- **What is required**: What lines in the records include the string "TIMOTEI"? Return each one.
+ + +
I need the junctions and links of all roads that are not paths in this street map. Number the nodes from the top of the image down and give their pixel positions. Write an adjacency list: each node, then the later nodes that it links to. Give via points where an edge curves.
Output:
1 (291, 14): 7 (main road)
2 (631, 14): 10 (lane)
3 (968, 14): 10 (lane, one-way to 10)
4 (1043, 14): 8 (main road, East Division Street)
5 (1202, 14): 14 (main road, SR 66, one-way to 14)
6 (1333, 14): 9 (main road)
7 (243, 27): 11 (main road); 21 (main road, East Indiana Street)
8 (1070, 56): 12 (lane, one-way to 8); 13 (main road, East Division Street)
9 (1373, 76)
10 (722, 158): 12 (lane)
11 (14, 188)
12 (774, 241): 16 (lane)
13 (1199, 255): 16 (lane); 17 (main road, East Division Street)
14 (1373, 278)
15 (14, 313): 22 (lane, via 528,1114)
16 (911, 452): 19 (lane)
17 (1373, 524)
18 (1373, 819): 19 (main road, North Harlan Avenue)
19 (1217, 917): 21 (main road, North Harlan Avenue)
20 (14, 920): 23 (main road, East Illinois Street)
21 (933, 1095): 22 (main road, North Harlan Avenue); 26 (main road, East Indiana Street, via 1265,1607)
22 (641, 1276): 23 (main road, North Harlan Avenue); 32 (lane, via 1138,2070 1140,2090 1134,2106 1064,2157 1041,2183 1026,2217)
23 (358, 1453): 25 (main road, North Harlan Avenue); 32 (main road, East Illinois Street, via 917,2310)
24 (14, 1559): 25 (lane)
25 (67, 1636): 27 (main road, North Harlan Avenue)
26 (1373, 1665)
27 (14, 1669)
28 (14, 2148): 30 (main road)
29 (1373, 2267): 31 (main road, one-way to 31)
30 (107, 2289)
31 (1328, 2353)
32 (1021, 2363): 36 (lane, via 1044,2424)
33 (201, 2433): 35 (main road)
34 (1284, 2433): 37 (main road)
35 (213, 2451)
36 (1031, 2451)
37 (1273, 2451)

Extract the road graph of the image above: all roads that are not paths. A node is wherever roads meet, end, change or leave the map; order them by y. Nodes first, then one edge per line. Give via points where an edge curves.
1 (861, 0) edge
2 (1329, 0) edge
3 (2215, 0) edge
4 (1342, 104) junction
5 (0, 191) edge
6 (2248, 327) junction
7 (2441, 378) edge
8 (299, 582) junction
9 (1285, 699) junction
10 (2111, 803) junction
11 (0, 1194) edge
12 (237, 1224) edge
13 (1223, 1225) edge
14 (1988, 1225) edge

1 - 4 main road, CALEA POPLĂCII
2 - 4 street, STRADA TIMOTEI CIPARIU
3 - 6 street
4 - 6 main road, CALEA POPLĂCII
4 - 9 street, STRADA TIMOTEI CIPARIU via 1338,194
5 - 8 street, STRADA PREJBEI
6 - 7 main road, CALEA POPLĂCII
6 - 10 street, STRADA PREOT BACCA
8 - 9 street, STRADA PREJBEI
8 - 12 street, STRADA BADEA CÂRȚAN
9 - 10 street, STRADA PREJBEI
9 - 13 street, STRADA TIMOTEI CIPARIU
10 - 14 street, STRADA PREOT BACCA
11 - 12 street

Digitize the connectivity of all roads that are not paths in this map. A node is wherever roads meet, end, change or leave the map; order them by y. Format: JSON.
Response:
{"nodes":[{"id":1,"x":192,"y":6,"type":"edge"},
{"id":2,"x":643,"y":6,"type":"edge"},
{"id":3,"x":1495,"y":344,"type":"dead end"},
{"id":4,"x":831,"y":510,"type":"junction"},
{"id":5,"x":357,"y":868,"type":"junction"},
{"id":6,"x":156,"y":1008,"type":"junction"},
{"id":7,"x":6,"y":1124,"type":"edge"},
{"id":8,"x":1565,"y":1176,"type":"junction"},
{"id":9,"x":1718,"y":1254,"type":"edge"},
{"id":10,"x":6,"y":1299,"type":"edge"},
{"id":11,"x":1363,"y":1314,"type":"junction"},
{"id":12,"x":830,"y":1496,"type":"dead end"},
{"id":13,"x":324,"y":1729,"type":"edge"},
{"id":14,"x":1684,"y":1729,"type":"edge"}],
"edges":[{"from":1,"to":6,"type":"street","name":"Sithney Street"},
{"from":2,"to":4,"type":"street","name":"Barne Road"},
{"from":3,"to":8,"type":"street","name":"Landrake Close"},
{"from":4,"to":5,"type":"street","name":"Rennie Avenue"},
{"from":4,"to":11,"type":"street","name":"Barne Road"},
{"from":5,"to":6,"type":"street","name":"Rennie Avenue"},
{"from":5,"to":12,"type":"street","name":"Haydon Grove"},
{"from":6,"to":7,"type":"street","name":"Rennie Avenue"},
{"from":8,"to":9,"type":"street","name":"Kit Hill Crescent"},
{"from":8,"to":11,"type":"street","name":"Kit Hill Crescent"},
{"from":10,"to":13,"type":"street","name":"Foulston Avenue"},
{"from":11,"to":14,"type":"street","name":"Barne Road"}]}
+ + +
- **Task output**:
2 - 4 street, STRADA TIMOTEI CIPARIU
4 - 9 street, STRADA TIMOTEI CIPARIU via 1338,194
9 - 13 street, STRADA TIMOTEI CIPARIU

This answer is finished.